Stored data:
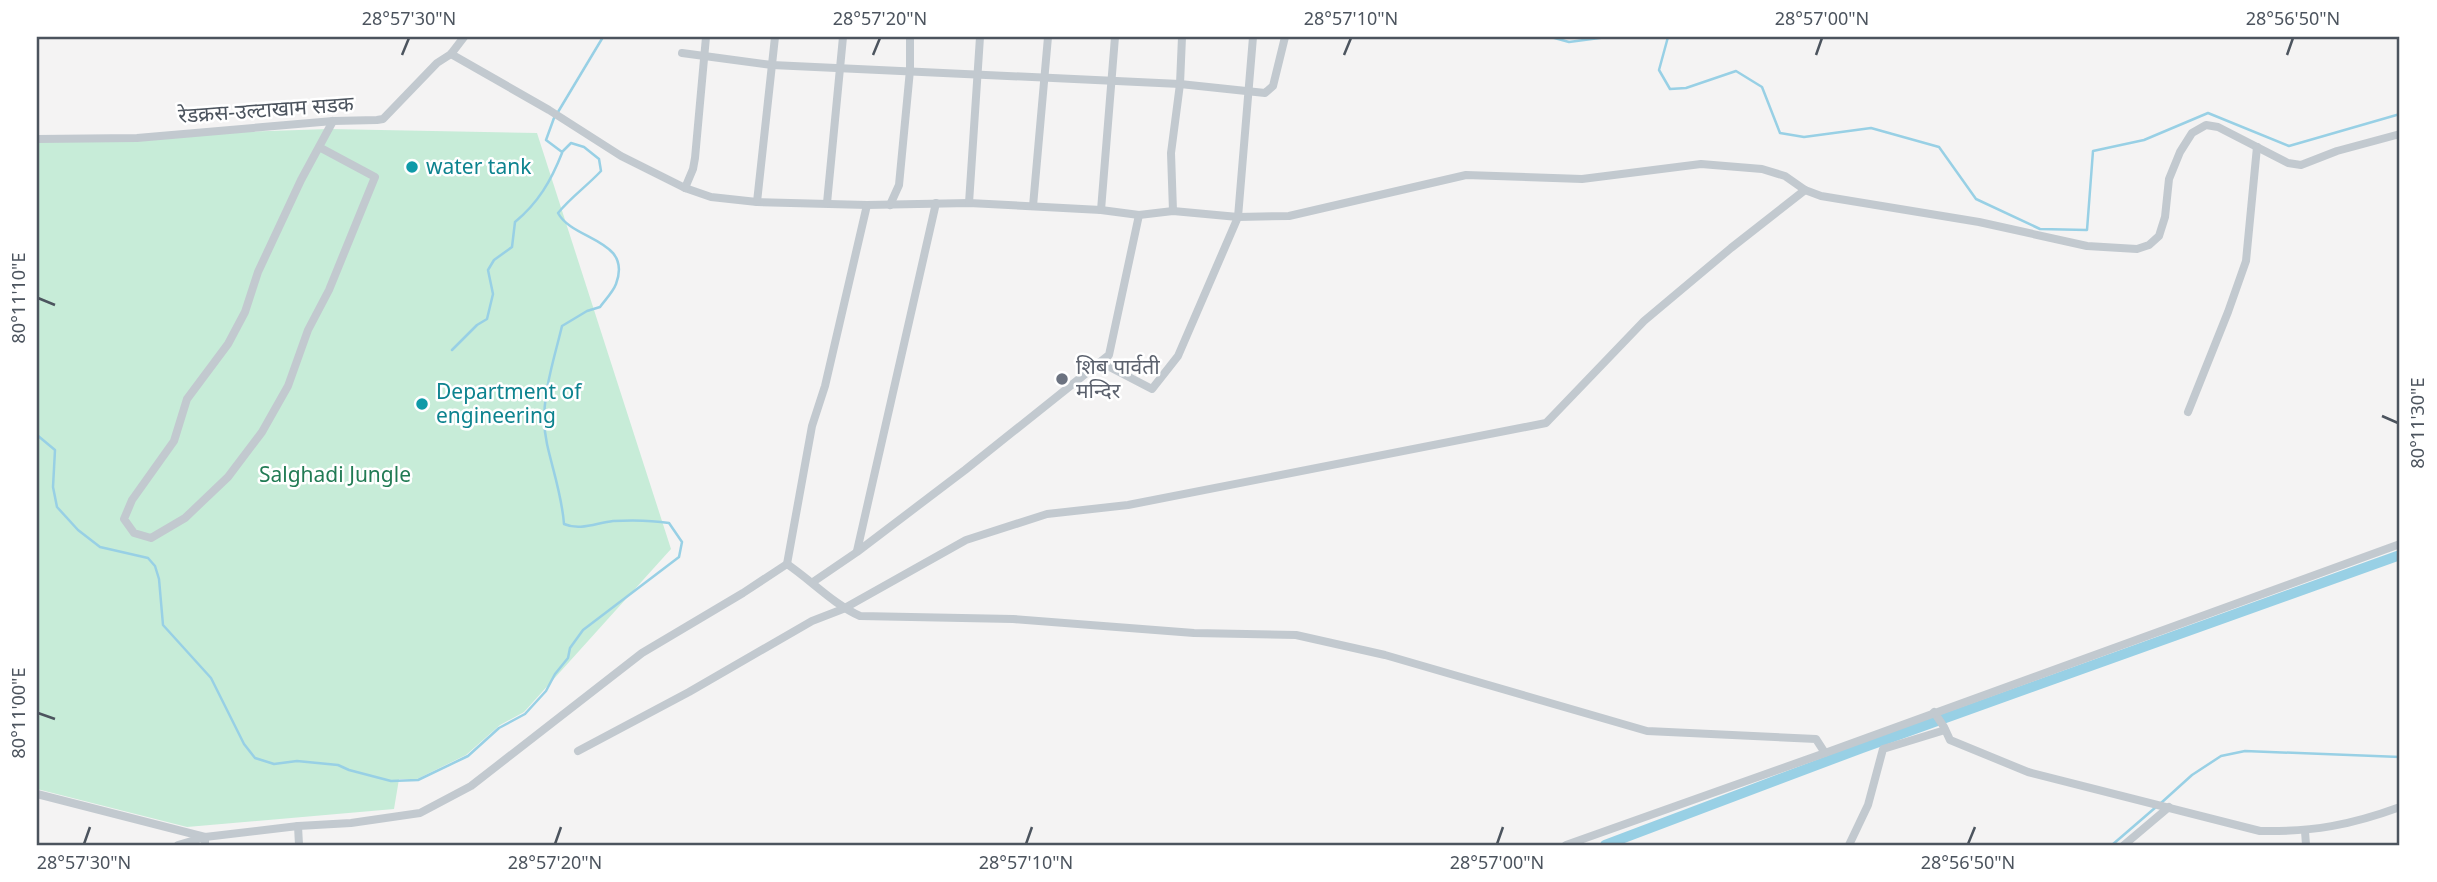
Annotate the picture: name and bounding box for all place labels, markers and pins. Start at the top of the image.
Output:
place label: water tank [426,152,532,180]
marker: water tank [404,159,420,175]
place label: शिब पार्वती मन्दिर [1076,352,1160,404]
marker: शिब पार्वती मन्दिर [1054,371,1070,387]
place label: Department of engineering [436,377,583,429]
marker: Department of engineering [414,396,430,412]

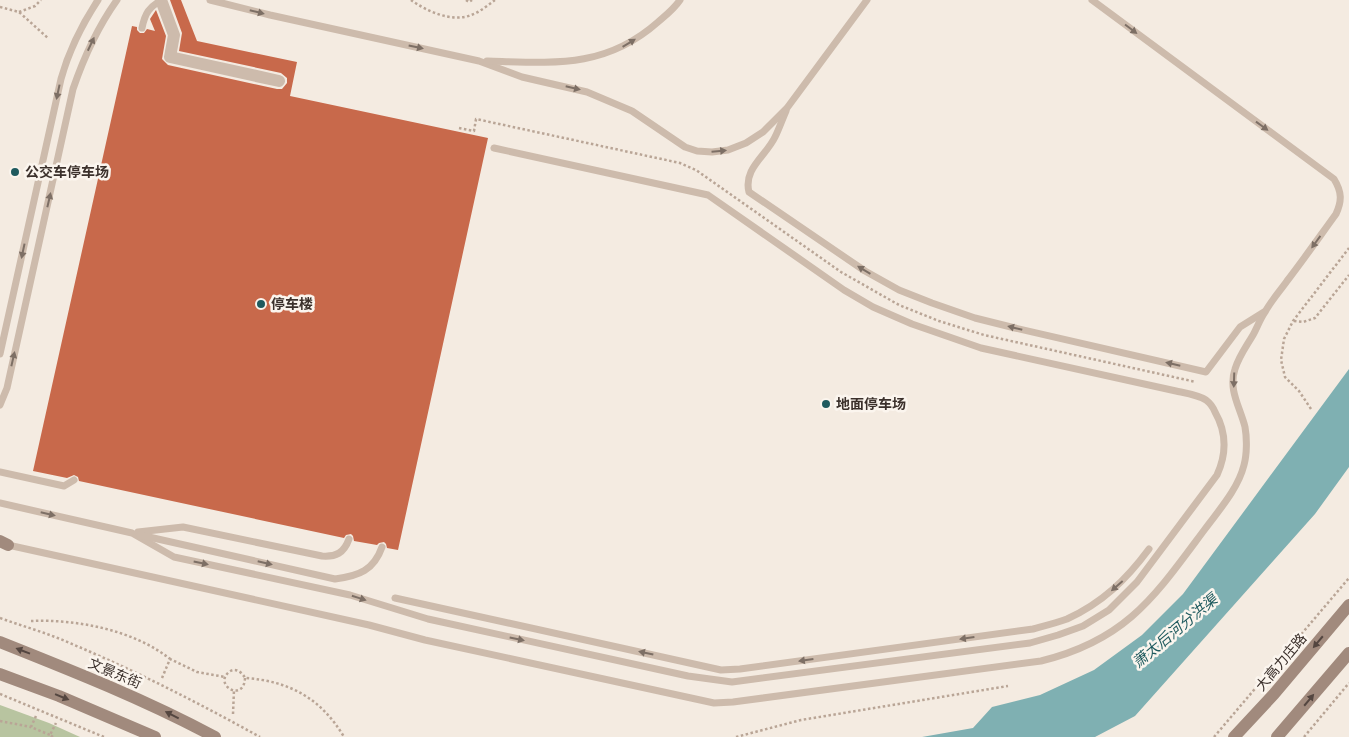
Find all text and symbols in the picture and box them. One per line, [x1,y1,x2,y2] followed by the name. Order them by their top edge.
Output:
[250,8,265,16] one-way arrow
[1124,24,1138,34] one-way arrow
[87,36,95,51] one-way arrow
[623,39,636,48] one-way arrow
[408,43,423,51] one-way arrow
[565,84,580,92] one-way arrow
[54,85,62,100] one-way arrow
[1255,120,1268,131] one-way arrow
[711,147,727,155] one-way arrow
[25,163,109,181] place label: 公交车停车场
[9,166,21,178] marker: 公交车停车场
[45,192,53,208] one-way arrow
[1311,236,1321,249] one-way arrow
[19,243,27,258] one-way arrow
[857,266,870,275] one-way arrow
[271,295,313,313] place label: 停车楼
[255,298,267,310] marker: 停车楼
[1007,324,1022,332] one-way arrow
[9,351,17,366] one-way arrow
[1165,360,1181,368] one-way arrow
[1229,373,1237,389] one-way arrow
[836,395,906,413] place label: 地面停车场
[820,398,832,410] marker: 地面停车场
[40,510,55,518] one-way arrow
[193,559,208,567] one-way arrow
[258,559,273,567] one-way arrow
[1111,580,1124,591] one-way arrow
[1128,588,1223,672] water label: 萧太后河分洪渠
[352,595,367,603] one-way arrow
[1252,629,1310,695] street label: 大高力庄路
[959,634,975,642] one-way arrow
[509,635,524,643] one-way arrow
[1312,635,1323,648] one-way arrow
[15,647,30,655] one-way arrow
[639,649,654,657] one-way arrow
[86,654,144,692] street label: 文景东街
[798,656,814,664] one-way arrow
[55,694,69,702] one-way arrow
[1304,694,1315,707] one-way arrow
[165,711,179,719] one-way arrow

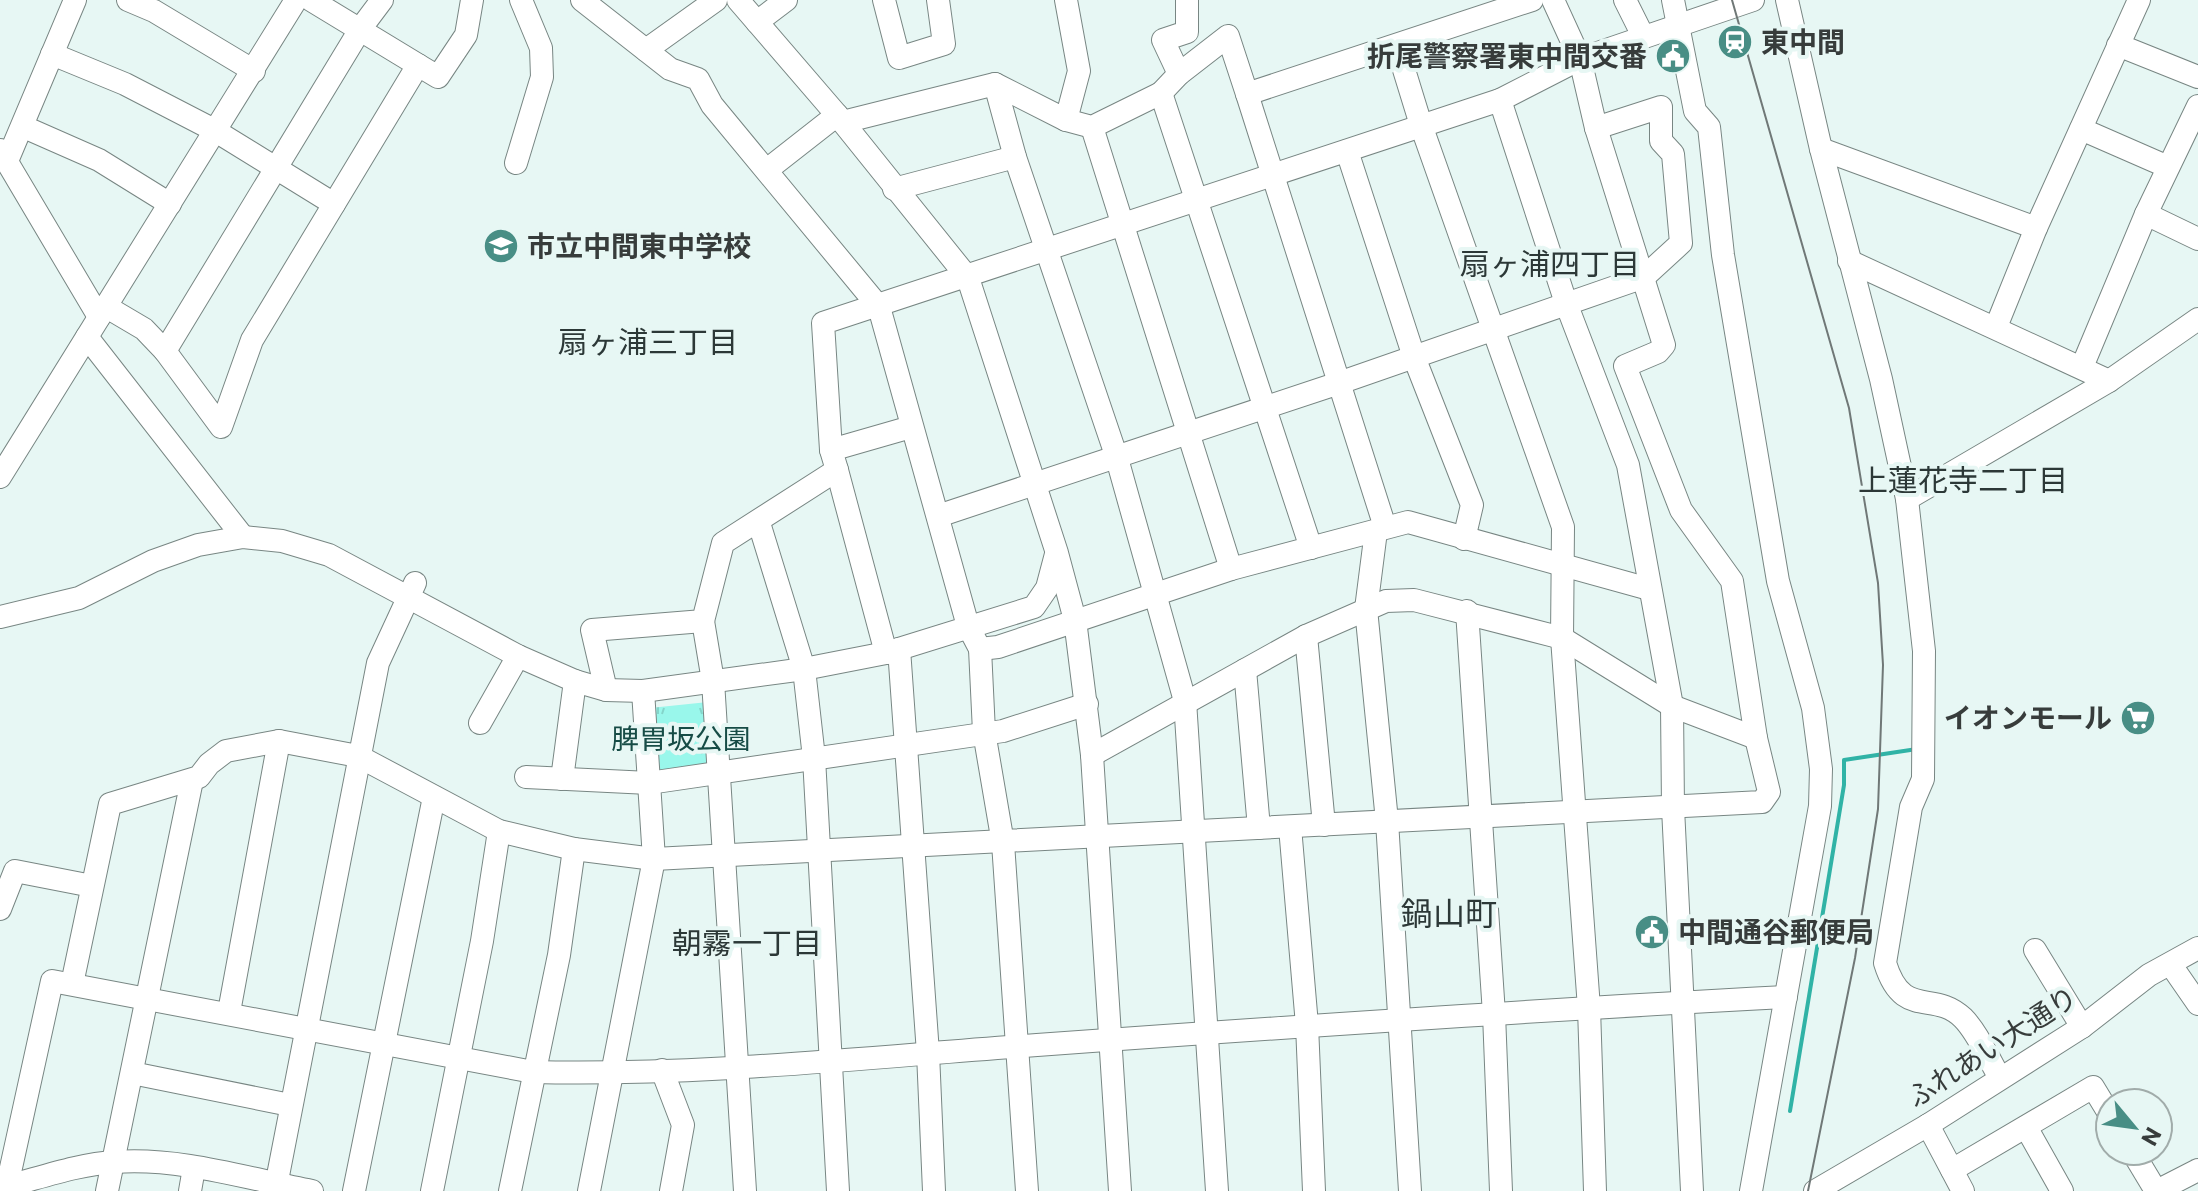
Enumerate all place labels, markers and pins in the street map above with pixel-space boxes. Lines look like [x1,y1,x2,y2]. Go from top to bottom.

◆ Task instructions:
Search the entries for "picture" and copy each matching line.

◆ Answer to this exercise:
Annotate the picture: name and bounding box for all place labels, markers and pins. Start at the top of the image.
Find all text and symbols in the picture and box them. One per line, [x1,y1,x2,y2] followed by the name. Order them by their top edge.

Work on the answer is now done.